とは言え、甥が一言「嫌だ」と言いさえすれば、俺は本当に引き下がるつもりだった。拒まれてなお無理を通そうとするほど、俺はもう若くないし馬鹿でもない。ただ歳を取った分、そこそこ狡賢く、なにより臆病になっていた。俺はたかがこの程度のごり押しで、家族でもある甥との絆が最後の一つまで切れてしまうことを、内心ひどく恐れていたのだ。
──もしかしたら、甥も同じことを考えているのかもしれない。だからこそ、普段のようにあっさりと俺を拒絶することなく、こうして口を噤んでいるのだろうか。
だが、それだけでなく、甥がこのやりとりに二の足を踏むのも当然だと、俺は自嘲気味に考えていた。……俺にはかつて、こいつとのささやかな信頼関係を反故にした前科があるのだ。
それはこいつには全く責任のない、俺の一方的な思い込みにすぎなかったのだが、当時、未だ幼かった甥は、俺の思う以上に、そのことに傷ついていたのだろう。だからもう二度と同じことは御免だと、こうして必要以上に警戒しているのだ。
──そのことごとくが裏目に出ているのは、やはりまだ純真なのだと言うべきか。
この場合、否定は肯定となり、拒絶は享受と同意だ。自分が隠された本当の心情を吐露していることに気づかず、ただ傷つきたくないのだと心を鎧うこいつを、ひどく愛しく思う。俺の手で傷つけたのなら、同じ俺の手で癒せないものかと願う。……昔どこかで、それは可能だと聞いた覚えがあるのだが。
まだ喉の奥に隠している言葉があるのなら、さっさとそれを吐き出してしまえばいい。腐ってから吐き出されても、困るのはお互い様だからな。
しかしこの頑固な甥は、腐った言葉でもそのまま腹に納めてしまいかねなかった。最後にはそれで苦しむことがわかっていても、咄嗟に目の前のプライドを優先させるタイプだ。──俺自身、人のことは言えないが。

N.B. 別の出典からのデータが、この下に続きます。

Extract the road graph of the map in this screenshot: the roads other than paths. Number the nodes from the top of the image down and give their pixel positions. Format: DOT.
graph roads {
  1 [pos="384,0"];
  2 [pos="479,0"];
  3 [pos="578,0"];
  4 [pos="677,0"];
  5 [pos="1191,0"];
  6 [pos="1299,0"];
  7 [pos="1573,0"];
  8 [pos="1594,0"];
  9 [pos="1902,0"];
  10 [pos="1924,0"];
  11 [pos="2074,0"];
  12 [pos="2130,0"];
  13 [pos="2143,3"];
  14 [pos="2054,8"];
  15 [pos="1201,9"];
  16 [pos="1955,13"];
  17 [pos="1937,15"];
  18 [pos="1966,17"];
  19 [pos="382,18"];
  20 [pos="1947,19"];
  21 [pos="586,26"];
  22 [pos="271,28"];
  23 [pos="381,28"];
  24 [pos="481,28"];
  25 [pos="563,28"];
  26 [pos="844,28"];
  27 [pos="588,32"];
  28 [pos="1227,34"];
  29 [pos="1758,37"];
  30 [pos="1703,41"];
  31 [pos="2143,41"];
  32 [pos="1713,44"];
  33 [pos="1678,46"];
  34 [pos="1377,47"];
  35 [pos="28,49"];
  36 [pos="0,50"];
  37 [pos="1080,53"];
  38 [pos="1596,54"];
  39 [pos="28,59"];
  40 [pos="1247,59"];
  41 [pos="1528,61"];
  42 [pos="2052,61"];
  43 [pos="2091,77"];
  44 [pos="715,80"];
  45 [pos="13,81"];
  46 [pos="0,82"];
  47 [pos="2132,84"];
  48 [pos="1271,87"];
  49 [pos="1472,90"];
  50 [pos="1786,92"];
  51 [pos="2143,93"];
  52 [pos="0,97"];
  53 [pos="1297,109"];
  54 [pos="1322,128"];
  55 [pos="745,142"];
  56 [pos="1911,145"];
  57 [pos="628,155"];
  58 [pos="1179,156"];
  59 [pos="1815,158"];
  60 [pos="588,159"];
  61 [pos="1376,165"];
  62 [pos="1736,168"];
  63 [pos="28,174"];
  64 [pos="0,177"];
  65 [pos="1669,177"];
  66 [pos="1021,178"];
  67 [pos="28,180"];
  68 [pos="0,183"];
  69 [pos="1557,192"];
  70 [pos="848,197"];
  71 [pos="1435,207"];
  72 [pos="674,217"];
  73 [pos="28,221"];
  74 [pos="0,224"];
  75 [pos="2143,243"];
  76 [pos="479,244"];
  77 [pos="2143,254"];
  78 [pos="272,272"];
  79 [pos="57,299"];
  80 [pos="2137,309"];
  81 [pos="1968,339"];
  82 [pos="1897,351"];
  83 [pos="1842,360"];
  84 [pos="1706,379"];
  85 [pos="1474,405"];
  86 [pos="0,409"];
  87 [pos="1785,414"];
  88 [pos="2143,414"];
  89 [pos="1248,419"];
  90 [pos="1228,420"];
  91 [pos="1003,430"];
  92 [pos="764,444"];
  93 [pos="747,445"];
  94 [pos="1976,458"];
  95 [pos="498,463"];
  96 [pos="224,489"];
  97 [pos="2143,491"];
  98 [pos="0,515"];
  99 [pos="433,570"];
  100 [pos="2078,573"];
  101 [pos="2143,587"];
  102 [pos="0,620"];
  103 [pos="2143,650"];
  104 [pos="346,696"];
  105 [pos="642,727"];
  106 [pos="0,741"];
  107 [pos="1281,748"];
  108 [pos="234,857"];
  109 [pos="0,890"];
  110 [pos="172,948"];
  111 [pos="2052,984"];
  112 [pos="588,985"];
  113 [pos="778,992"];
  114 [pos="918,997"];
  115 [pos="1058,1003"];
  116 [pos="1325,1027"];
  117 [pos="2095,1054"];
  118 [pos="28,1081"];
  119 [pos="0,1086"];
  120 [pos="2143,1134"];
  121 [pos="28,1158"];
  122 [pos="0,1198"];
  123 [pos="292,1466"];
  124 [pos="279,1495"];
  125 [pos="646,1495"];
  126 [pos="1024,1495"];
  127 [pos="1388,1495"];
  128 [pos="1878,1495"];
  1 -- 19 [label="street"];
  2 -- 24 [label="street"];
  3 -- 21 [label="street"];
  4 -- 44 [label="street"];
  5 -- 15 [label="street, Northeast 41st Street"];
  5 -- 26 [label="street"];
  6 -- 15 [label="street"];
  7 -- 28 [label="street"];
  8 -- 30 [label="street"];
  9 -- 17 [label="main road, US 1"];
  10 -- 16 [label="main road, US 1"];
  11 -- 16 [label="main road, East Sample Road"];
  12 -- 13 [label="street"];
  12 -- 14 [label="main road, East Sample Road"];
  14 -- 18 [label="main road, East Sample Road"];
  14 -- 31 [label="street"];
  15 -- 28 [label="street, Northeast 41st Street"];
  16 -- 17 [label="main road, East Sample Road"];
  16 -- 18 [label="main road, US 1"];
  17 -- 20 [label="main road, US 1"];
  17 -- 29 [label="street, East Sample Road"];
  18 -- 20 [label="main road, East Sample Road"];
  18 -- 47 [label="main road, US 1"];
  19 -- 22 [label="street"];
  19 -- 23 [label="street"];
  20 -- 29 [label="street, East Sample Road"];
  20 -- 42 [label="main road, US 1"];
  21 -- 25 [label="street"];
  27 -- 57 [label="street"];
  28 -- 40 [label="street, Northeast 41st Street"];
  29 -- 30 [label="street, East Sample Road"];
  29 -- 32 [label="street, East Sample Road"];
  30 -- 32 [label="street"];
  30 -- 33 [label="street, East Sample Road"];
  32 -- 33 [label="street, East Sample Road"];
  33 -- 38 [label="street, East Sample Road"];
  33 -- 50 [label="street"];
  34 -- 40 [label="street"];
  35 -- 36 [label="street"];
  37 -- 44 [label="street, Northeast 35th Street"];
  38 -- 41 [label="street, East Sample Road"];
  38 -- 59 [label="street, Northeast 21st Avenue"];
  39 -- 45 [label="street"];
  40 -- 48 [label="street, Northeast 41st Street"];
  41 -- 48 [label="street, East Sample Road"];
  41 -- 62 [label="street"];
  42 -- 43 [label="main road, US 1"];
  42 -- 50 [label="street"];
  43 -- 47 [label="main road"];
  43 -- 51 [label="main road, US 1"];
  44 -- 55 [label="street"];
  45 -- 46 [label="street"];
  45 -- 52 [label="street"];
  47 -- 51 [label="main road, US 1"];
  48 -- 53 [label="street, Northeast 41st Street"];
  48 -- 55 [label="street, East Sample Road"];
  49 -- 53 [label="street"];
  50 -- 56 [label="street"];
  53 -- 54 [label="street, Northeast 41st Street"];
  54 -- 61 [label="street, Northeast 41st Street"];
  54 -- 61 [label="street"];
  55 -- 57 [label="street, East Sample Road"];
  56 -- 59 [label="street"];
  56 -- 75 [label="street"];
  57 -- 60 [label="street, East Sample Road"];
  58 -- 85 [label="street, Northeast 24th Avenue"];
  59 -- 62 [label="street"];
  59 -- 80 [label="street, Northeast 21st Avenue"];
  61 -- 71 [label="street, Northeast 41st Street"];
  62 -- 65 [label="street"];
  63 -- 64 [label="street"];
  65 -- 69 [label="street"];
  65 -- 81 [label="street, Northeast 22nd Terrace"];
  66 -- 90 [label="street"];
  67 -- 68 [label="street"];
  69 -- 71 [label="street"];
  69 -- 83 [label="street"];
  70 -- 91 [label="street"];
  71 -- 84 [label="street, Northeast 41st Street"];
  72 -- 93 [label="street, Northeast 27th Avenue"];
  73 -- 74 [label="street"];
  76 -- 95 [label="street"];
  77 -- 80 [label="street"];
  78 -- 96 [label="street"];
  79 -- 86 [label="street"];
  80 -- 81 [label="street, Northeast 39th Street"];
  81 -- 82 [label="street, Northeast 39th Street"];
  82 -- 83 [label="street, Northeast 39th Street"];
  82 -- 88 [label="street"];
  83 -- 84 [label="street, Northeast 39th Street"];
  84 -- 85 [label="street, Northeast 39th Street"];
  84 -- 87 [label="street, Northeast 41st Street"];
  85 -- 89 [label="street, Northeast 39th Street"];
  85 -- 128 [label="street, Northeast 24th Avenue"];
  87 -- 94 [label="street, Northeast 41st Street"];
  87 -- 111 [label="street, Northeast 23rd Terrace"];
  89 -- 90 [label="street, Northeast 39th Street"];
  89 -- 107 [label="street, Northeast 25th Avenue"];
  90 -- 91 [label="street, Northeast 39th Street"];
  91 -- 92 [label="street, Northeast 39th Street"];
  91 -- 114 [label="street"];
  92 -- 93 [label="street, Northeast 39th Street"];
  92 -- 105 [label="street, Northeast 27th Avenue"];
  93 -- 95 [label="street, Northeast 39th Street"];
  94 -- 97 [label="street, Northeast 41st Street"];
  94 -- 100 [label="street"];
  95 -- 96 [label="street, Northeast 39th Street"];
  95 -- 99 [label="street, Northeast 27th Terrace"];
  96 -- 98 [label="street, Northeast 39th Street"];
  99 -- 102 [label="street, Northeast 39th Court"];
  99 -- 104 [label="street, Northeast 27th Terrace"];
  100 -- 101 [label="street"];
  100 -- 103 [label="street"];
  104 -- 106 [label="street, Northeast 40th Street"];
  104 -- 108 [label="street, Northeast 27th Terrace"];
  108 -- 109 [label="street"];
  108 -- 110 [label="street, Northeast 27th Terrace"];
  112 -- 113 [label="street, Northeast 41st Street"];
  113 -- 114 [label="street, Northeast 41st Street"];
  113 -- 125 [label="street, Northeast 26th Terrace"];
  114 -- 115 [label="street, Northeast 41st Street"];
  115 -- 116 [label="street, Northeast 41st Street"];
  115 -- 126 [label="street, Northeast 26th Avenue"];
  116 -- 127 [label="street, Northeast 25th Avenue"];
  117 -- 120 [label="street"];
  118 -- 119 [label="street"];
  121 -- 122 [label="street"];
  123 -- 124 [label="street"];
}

だからこういうとき、俺は自分が傍若無人と評されるような人間であることを思い出すようにしている。甥の心に無造作に踏み込んでも、俺が相手なのだからどうしようもないのだと、強引に納得させられる都合のいい評価だ。
「──答えはなしか? いい加減、時間切れだぜ」
事態を先へ進めるべく、俺は痺れを切らしたふりをした。甥が黙ったままなのをいいことに、俺は少々乱暴にその顎をつかむと、素早く唇を重ね合わせる。突然のことに呆然とそれを受け止めた甥が、我に返って逃れようとするのを、がっちりと押さえつけた。触れた部分から甥の震えが伝わってきて、それに意外なほど興奮させられる。ことさらゆっくりと舌を這わせ、反応を促すよう時折唇をゆるく噛んでみても、なかなか甥は陥落しない。なにも感じていないはずはないのだが、これは思った以上に手間がかかりそうだった。俺は苦笑しながら唇を離し、鼻が触れ合うほど近くから甥の目を覗きこんだ。甥の心情そのままに不安定に揺れ動く視線を捉えながら、俺は甥の右手を取って自分の左胸、心臓の真上に引き寄せる。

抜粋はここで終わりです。